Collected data
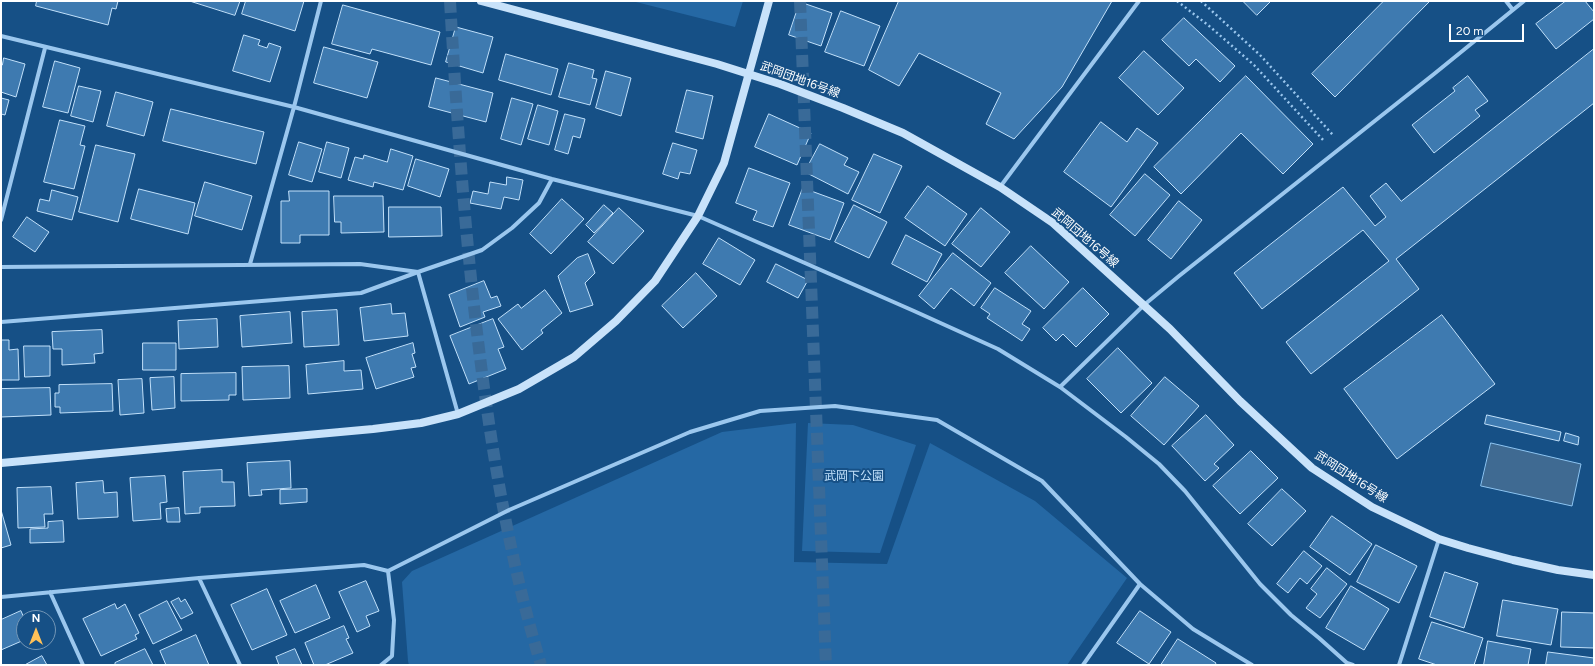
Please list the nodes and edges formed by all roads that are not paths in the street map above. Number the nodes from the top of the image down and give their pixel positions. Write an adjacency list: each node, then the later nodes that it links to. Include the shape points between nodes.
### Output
1 (321, 1): 11 (street)
2 (481, 1): 10 (street, 武岡団地16号線)
3 (769, 1): 10 (street)
4 (1139, 1): 13 (street)
5 (1506, 1): 7 (street)
6 (1524, 1): 7 (street)
7 (1513, 10): 19 (street)
8 (1, 36): 9 (street)
9 (45, 48): 11 (street); 15 (street)
10 (749, 74): 13 (street, 武岡団地16号線, via 903,133); 14 (street, via 724,163)
11 (294, 107): 12 (street); 16 (street)
12 (552, 179): 14 (street); 18 (street, via 539,204 482,250)
13 (1000, 187): 19 (street, 武岡団地16号線, via 1053,223)
14 (698, 216): 21 (street, via 991,346); 22 (street, via 655,280 616,321 574,357 519,389)
15 (1, 220)
16 (250, 264): 17 (street); 18 (street, via 360,264)
17 (1, 267)
18 (418, 272): 20 (street, via 360,293); 22 (street)
19 (1144, 305): 21 (street); 24 (street, 武岡団地16号線, via 1240,401 1312,468 1372,507)
20 (1, 322)
21 (1060, 386): 36 (street, via 1158,464 1185,491 1260,584 1347,663)
22 (458, 414): 23 (street, via 421,423 373,429)
23 (1, 463)
24 (1439, 538): 26 (street, 武岡団地16号線, via 1513,560); 37 (street)
25 (388, 571): 27 (street, via 364,565); 28 (street, via 509,510 690,432 760,411 834,406 937,420 1042,481); 33 (street, via 394,620 392,656)
26 (1594, 575)
27 (199, 578): 29 (street); 32 (street)
28 (1140, 584): 34 (street); 35 (street, via 1193,629)
29 (50, 592): 30 (street); 31 (street)
30 (1, 597)
31 (83, 665)
32 (240, 665)
33 (380, 665)
34 (1083, 665)
35 (1252, 665)
36 (1353, 665)
37 (1399, 665)

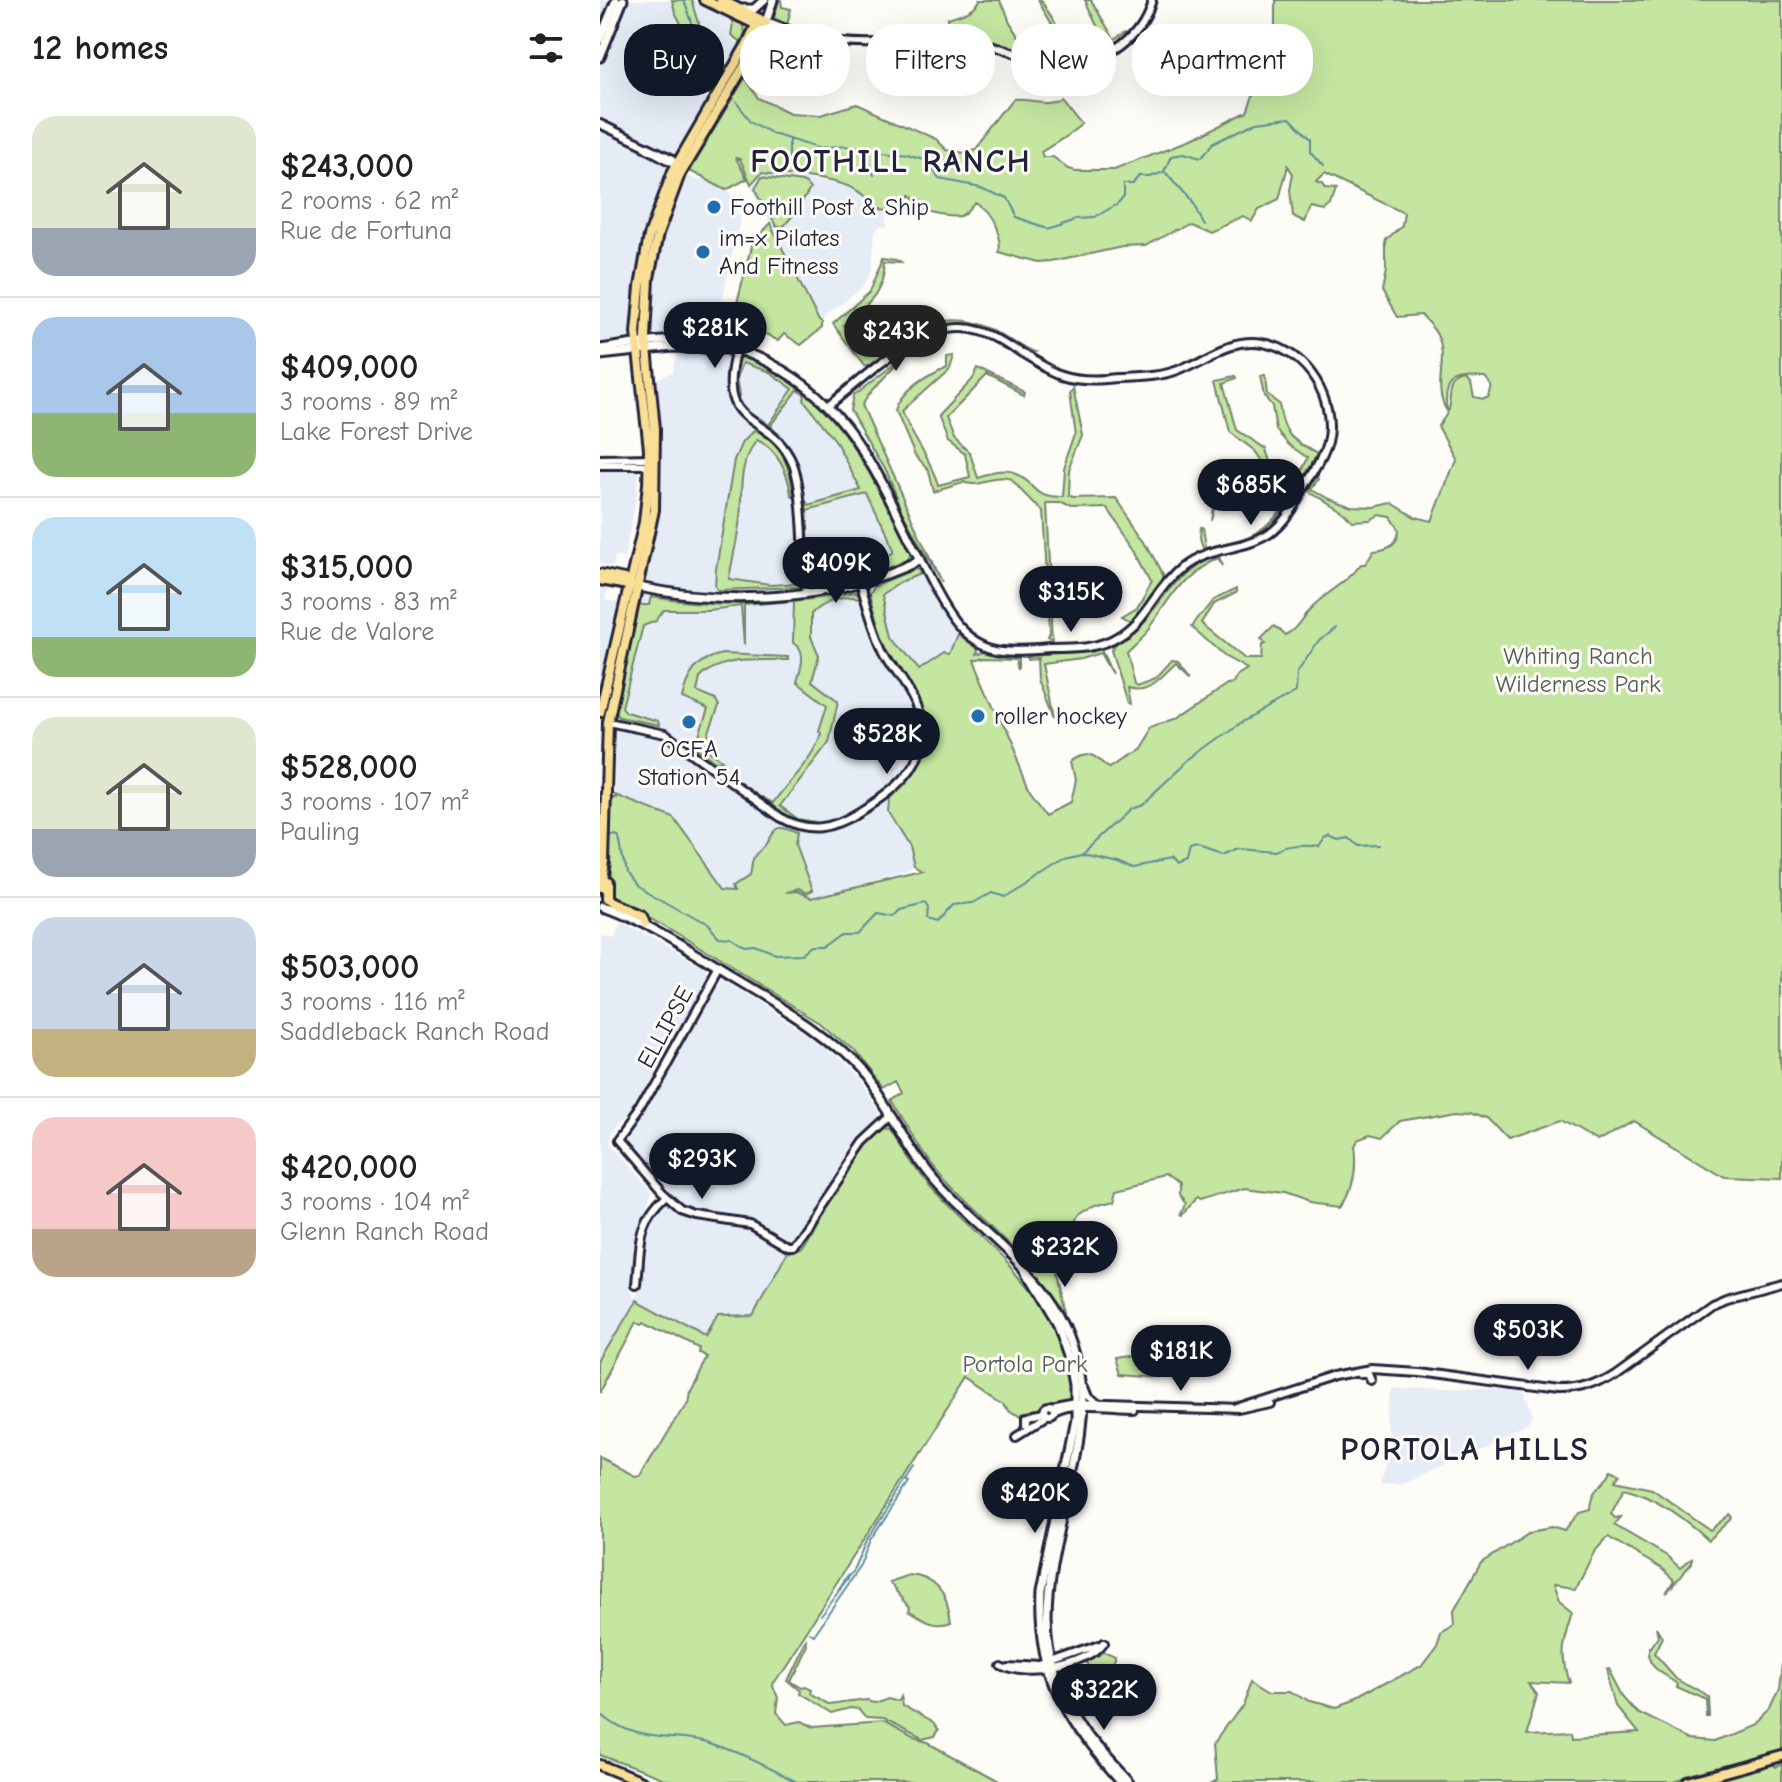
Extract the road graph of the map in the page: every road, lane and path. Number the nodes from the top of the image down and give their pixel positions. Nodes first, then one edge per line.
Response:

> [WORK TO BE COMPLETED]
Repeat the records word for word, skipping pictures.

> [REPLY TO THE TASK]
Please list the nodes and edges formed by all roads that are not paths in the street map above. Number the nodes from the top of the image down and give their pixel positions. Write an adjacency list: each node, then the later nodes that it links to. Include the shape points between nodes.
### Output
1 (321, 1): 11 (street)
2 (481, 1): 10 (street, 武岡団地16号線)
3 (769, 1): 10 (street)
4 (1139, 1): 13 (street)
5 (1506, 1): 7 (street)
6 (1524, 1): 7 (street)
7 (1513, 10): 19 (street)
8 (1, 36): 9 (street)
9 (45, 48): 11 (street); 15 (street)
10 (749, 74): 13 (street, 武岡団地16号線, via 903,133); 14 (street, via 724,163)
11 (294, 107): 12 (street); 16 (street)
12 (552, 179): 14 (street); 18 (street, via 539,204 482,250)
13 (1000, 187): 19 (street, 武岡団地16号線, via 1053,223)
14 (698, 216): 21 (street, via 991,346); 22 (street, via 655,280 616,321 574,357 519,389)
15 (1, 220)
16 (250, 264): 17 (street); 18 (street, via 360,264)
17 (1, 267)
18 (418, 272): 20 (street, via 360,293); 22 (street)
19 (1144, 305): 21 (street); 24 (street, 武岡団地16号線, via 1240,401 1312,468 1372,507)
20 (1, 322)
21 (1060, 386): 36 (street, via 1158,464 1185,491 1260,584 1347,663)
22 (458, 414): 23 (street, via 421,423 373,429)
23 (1, 463)
24 (1439, 538): 26 (street, 武岡団地16号線, via 1513,560); 37 (street)
25 (388, 571): 27 (street, via 364,565); 28 (street, via 509,510 690,432 760,411 834,406 937,420 1042,481); 33 (street, via 394,620 392,656)
26 (1594, 575)
27 (199, 578): 29 (street); 32 (street)
28 (1140, 584): 34 (street); 35 (street, via 1193,629)
29 (50, 592): 30 (street); 31 (street)
30 (1, 597)
31 (83, 665)
32 (240, 665)
33 (380, 665)
34 (1083, 665)
35 (1252, 665)
36 (1353, 665)
37 (1399, 665)

Extract the road graph of the map in the page: every road, lane and path. Number the nodes from the top of the image down and give their pixel positions. Nodes first, then one edge per line.
Response:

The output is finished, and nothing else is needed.